In the data that follows, find the line with "pinky dip: (313, 228)"; transcribe it, every later line up to the one with "ring dip: (139, 154)", and that line as well, exactly and with no others.

Records drawn from a dataset:
• • •
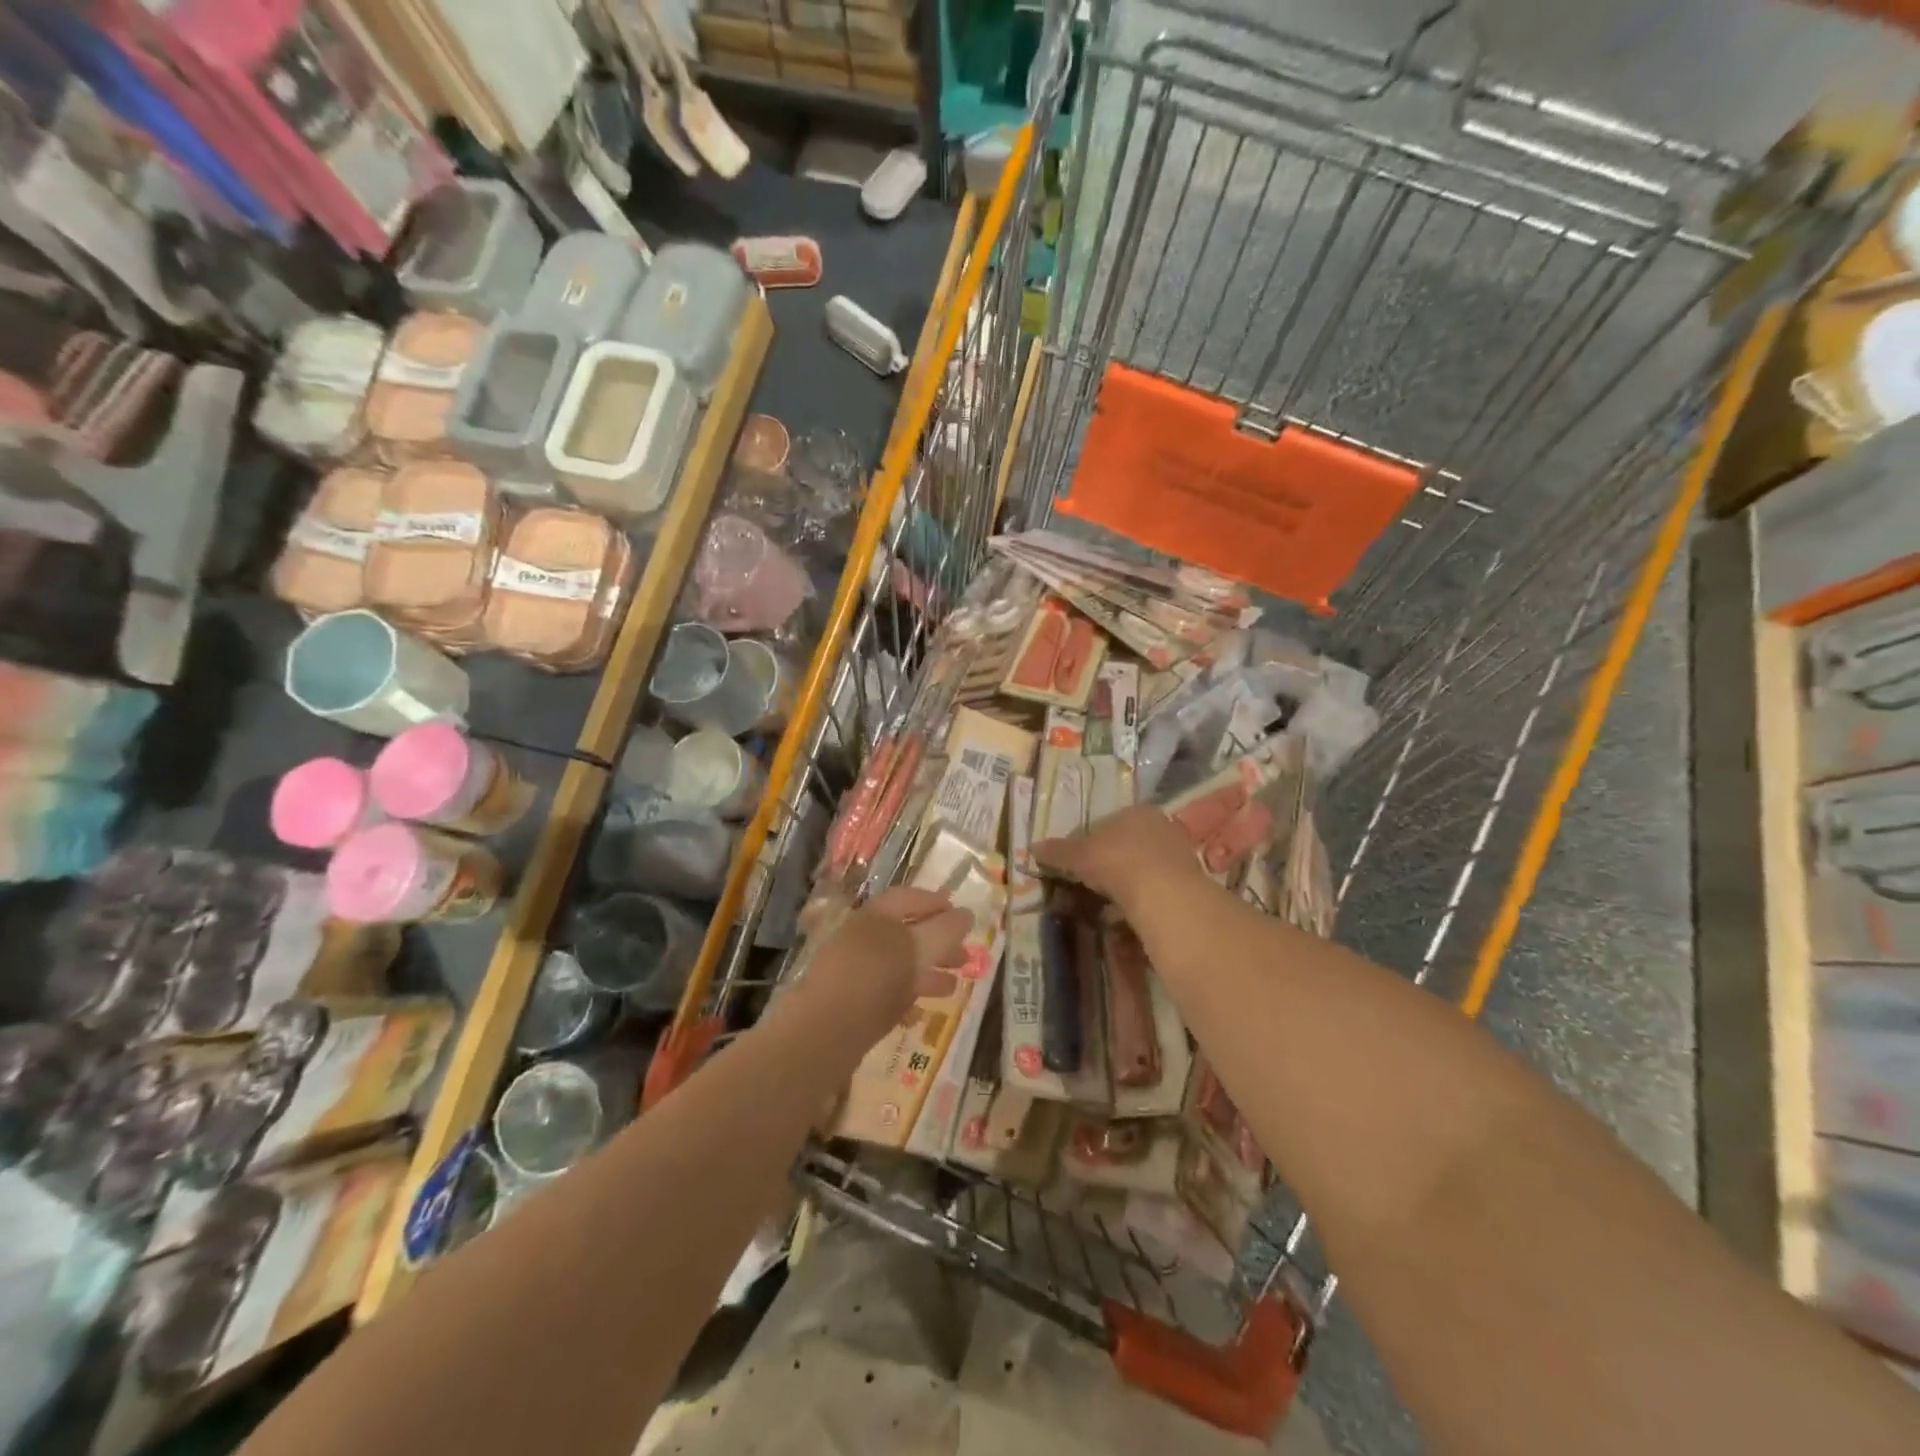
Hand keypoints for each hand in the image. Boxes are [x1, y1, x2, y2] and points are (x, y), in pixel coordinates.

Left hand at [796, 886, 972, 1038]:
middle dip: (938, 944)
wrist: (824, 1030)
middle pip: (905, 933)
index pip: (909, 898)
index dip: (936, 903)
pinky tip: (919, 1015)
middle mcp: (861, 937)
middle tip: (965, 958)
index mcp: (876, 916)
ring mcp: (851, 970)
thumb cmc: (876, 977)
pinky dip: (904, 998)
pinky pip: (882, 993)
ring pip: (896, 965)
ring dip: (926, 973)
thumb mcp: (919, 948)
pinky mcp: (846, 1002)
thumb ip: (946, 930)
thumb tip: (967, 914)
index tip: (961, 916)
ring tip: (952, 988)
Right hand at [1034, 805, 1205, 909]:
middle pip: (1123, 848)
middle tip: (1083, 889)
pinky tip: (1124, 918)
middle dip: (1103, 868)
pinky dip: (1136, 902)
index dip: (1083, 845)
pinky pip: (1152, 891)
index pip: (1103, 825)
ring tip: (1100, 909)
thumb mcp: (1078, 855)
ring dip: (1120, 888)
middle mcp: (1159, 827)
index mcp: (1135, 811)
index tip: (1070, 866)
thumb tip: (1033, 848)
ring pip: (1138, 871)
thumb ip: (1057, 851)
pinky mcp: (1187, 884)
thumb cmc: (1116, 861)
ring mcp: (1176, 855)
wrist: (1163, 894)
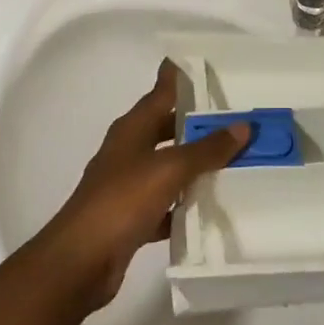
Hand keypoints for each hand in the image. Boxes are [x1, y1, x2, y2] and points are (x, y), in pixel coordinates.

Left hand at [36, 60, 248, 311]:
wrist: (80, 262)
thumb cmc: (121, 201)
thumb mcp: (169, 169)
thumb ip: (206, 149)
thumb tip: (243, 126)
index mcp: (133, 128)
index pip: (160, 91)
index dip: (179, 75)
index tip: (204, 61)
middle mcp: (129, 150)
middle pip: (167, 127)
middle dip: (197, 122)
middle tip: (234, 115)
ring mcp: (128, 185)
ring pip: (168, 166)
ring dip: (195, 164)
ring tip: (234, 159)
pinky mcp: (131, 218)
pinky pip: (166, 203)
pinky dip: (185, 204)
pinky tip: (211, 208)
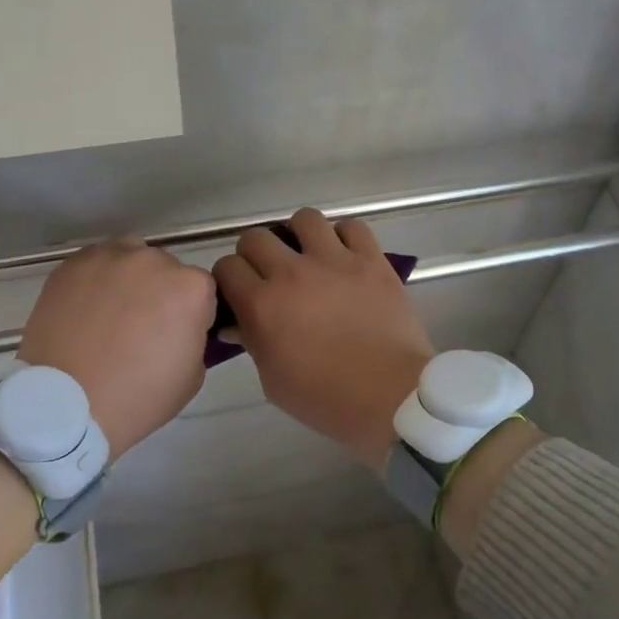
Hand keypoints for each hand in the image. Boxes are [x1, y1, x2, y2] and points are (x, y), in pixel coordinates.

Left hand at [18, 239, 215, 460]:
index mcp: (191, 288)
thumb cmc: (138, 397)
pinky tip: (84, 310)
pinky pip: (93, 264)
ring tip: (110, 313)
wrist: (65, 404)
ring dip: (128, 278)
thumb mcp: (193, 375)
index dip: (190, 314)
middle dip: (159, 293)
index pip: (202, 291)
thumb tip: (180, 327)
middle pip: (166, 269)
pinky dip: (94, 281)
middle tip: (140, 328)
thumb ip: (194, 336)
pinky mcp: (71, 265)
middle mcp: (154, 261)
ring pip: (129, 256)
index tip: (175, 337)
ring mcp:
• • •
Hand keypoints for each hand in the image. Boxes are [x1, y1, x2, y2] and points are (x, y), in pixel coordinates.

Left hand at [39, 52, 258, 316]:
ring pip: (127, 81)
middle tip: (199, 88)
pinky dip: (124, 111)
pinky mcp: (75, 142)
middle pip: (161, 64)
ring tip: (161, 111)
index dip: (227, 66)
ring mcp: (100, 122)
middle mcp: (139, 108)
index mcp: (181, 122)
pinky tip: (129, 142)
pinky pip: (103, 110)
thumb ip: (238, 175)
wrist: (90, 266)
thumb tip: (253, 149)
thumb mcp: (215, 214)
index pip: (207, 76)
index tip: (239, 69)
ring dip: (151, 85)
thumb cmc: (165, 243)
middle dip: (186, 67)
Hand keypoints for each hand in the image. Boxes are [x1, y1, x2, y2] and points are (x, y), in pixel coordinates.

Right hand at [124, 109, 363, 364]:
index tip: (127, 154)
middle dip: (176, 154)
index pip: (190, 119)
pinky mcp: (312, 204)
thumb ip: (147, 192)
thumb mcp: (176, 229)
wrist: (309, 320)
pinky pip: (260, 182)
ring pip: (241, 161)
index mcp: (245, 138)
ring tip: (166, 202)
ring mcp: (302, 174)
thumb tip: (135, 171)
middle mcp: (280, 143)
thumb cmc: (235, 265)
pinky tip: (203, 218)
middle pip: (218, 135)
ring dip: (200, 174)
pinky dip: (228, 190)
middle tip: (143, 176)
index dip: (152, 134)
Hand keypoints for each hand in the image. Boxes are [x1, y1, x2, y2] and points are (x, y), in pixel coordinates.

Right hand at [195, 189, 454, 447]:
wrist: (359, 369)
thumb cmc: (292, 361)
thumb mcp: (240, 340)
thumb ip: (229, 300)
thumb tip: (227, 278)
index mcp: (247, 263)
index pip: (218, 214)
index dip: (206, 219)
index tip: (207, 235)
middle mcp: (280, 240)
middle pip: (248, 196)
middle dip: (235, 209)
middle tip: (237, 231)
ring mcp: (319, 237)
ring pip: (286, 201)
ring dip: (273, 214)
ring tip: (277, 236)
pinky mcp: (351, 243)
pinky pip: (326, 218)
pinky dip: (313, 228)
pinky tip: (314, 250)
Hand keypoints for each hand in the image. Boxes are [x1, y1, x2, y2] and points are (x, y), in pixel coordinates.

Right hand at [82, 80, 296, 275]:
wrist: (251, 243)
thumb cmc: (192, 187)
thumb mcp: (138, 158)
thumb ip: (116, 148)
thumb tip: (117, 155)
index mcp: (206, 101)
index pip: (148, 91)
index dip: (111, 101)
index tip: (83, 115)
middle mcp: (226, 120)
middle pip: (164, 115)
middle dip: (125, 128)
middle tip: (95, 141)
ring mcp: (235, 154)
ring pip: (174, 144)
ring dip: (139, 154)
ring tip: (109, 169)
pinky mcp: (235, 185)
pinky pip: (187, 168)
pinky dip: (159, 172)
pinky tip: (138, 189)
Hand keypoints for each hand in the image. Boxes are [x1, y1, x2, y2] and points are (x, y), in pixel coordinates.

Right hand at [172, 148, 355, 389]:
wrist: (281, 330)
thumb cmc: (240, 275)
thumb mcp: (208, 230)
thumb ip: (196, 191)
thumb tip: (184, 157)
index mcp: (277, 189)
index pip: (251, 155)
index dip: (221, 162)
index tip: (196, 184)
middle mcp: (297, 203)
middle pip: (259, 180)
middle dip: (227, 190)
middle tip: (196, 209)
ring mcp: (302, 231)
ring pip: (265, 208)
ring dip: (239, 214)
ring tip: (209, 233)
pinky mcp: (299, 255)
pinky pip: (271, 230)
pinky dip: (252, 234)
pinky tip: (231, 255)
• • •
Result of the task:
pinky dip: (313, 228)
pinky tip: (314, 250)
Hand keypoints for each hand in the image. Boxes are [x1, y1, x2, y2] and points are (x, y), in pixel coordinates.

Right hand at [82, 80, 296, 275]:
wrist: (251, 243)
thumb cmc: (192, 187)
thumb mcp: (138, 158)
thumb ip: (116, 148)
thumb tip: (117, 155)
index mcp: (206, 101)
index pip: (148, 91)
index dip: (111, 101)
index tip: (83, 115)
middle mcp: (226, 120)
middle pip: (164, 115)
middle dip: (125, 128)
middle tip: (95, 141)
ring mcp: (235, 154)
ring pip: (174, 144)
ring dip: (139, 154)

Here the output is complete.